Мечты о спичках, мысли о клопах,
О разных маленьких предметах,
. . . . . . . . . . . . . .
О, тараканьи растопыренные ножки, которых шесть!
Они о чем-то говорят, они по воздуху каракулями пишут,
Их очертания полны значенья тайного...
Да, в таракане что-то есть,
Когда он лапкой двигает и усиком колышет.

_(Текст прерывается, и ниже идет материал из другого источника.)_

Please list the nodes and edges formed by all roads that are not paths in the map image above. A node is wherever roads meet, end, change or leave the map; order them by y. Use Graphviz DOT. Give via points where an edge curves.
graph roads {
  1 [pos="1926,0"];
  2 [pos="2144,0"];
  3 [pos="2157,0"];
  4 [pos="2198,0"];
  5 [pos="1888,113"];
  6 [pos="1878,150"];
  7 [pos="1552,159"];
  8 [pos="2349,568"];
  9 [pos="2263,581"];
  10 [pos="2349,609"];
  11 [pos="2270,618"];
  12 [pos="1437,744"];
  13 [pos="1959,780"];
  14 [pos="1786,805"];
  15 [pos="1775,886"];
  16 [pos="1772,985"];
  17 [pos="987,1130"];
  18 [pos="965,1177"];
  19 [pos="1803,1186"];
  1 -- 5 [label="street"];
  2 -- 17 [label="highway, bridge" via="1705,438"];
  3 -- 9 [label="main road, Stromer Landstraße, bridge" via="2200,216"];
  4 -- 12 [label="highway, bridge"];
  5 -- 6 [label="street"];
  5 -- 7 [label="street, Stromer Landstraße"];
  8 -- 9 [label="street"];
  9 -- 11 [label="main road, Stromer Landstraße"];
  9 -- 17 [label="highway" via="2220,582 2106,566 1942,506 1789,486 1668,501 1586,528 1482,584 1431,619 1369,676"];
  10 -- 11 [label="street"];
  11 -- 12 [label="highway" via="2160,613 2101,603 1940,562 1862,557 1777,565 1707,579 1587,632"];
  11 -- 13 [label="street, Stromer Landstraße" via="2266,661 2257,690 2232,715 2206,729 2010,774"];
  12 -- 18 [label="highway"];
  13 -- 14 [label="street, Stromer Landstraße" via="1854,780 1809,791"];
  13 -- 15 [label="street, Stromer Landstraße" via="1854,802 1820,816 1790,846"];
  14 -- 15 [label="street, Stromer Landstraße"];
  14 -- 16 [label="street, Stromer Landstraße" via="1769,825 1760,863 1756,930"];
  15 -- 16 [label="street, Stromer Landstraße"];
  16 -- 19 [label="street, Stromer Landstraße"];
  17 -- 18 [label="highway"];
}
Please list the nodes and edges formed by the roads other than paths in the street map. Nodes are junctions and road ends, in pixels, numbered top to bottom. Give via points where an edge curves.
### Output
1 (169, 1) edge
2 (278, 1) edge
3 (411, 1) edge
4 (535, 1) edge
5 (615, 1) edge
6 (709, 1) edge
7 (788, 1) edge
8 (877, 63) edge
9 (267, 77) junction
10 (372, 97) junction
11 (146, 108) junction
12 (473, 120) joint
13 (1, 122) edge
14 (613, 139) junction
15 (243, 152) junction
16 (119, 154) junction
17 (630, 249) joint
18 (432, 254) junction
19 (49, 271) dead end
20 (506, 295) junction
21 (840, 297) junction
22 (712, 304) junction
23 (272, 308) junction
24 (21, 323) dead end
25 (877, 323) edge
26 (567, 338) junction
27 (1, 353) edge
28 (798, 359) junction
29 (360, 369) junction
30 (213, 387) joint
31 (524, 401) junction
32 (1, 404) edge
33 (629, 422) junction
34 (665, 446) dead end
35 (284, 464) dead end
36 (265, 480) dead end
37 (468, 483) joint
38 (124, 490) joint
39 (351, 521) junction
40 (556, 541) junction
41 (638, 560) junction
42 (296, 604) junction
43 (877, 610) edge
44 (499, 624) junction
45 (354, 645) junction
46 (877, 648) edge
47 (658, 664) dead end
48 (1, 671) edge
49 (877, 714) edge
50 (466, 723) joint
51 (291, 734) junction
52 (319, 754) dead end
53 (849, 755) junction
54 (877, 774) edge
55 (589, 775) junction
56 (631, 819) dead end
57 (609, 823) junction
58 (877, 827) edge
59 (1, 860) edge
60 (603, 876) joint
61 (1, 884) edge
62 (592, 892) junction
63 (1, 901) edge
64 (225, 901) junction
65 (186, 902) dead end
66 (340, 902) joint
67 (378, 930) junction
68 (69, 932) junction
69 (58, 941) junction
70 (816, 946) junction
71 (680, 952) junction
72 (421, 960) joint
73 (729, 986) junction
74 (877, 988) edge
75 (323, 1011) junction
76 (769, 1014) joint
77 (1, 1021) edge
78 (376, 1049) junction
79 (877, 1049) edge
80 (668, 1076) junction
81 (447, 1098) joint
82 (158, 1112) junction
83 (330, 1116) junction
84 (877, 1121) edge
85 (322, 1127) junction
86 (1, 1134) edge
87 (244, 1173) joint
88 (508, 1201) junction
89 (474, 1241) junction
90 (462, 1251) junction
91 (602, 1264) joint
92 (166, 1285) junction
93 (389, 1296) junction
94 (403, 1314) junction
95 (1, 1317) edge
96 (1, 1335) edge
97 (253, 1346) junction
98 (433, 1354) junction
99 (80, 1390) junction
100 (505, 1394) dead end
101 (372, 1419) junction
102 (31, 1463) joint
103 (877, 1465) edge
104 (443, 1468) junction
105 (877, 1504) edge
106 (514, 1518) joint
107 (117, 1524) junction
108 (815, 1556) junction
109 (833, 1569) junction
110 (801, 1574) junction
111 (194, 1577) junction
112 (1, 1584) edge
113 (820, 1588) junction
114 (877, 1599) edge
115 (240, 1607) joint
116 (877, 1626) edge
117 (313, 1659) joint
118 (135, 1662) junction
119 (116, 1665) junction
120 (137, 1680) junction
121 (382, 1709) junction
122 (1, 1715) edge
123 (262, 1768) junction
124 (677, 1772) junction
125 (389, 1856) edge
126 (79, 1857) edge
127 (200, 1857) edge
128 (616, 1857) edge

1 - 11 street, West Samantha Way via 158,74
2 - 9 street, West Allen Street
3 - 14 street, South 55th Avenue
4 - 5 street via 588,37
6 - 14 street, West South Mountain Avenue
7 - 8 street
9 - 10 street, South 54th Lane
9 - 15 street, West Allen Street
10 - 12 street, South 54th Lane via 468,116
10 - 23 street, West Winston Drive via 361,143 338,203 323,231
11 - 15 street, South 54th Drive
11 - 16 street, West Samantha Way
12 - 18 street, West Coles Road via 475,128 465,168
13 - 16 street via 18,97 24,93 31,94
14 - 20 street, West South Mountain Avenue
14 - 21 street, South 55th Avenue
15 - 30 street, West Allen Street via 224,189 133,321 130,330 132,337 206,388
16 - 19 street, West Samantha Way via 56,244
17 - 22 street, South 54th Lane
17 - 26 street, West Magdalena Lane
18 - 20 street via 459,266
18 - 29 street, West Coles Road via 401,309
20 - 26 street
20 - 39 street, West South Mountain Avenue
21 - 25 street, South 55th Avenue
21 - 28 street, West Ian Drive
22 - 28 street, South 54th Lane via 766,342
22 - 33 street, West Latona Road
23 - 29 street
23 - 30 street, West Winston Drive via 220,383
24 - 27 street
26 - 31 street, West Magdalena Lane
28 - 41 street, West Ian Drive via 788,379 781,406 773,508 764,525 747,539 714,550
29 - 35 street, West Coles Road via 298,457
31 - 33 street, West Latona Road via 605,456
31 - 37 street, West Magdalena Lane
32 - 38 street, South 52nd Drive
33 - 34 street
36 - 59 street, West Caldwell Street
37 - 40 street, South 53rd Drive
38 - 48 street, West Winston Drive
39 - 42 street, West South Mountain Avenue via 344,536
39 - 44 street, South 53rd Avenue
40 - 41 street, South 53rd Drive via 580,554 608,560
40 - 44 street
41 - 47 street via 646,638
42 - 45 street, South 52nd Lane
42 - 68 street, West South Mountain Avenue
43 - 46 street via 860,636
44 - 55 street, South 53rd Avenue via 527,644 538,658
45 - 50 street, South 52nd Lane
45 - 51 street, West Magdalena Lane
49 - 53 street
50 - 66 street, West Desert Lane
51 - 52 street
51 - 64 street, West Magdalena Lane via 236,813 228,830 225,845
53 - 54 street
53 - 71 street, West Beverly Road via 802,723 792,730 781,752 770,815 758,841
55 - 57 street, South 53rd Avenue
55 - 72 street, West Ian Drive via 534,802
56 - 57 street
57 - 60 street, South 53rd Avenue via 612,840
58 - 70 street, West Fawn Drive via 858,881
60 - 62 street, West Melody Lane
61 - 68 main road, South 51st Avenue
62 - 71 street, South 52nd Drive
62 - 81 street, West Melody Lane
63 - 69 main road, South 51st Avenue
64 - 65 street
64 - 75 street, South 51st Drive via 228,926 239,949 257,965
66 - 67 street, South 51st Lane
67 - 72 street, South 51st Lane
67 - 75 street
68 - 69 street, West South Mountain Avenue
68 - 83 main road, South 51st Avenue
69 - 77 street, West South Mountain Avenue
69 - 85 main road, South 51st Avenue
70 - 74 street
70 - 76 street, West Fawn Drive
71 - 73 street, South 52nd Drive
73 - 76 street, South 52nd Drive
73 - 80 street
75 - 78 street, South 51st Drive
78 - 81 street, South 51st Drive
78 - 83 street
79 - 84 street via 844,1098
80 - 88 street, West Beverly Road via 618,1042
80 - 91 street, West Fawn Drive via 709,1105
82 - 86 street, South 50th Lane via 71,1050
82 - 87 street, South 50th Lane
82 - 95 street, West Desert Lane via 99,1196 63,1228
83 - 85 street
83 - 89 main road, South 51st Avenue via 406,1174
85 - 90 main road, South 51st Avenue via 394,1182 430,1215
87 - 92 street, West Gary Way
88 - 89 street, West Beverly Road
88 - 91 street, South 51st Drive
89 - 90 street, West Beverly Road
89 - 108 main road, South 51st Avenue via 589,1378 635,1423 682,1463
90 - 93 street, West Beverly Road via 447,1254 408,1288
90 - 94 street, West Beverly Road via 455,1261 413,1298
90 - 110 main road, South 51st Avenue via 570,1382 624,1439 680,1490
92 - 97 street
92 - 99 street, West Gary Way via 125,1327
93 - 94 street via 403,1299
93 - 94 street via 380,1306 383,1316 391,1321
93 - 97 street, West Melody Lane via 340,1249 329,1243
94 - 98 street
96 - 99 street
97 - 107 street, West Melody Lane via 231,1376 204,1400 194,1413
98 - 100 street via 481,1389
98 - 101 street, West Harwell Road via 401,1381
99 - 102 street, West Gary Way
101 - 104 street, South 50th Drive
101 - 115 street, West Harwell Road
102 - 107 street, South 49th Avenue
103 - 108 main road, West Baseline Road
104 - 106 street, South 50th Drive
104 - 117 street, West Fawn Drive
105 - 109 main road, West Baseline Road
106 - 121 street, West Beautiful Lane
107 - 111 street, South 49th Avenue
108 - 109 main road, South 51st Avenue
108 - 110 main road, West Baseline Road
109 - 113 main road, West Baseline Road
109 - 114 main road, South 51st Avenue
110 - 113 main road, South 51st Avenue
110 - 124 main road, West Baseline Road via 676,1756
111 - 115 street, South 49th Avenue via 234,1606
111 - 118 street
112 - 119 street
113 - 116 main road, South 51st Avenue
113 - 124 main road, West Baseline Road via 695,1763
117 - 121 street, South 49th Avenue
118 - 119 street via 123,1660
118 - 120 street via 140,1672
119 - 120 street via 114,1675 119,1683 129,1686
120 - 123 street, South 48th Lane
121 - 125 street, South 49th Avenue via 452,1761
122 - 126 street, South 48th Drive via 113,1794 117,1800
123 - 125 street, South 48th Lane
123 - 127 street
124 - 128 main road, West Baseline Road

. . . . . . . . . . . . . .
А где же дамочки, вы спросите, где милые подружки,
Делившие со мною мой ночной досуг,
Телосложением напоминавшие графинчики, кадушки, –
Куда они девались вдруг?
Иных уж нет. А те далече.
Сгорели все они, как свечи.
А я горю иным огнем, другим желаньем –
Ударничеством и соревнованьем!
. . . . . . . . . . . . . .
Запутавшись в строении цветка,
Бежит по венчику ничтожная мурашка.
Бежит, бежит... Я вижу резвость эту, и меня берет тоска,
Мне тяжко!..
1932
Такое вот служение... Ироническое – и одновременно пытливое – отношение Н.О. к науке, ее прямое сопряжение, так сказать, с Эросом и Танатосом как нельзя лучше соответствует нормальной ментальности ученого, хотя Н.О. таковым и не был. Он хочет «разгадать тайну объятий» – и не может. Н.О. тоскует, понимая безнадежность познания даже «ничтожной мурашки», но то же происходит и в головах ученых. Познание манит и отталкивает, вдохновляет и вводит в отчаяние. В этом аспекте Олейников, возможно, оказался наиболее тонким из поэтов, которые вообще обычно не могли внятно сказать что-либо на темы науки – они либо воспевали ее успехи с нелепым энтузиазмом, либо наивно ужасались ее кошмарными результатами – бомбы и пр. Но никто не смеялся над ней и никто не очеловечивал ее так, как Н.О., не показывал ее внутреннюю сопряженность с базисными человеческими эмоциями. Его «псевдоученость», его «надевание маски специалиста», как это обычно трактуется, не имеет сатирического оттенка, как и вообще его творчество, – он лишь интуитивно верно показывает настоящий способ мышления ученого, с его самообманом и его самоиронией (которая, по моим наблюдениям, растет пропорционально уровню исследователя).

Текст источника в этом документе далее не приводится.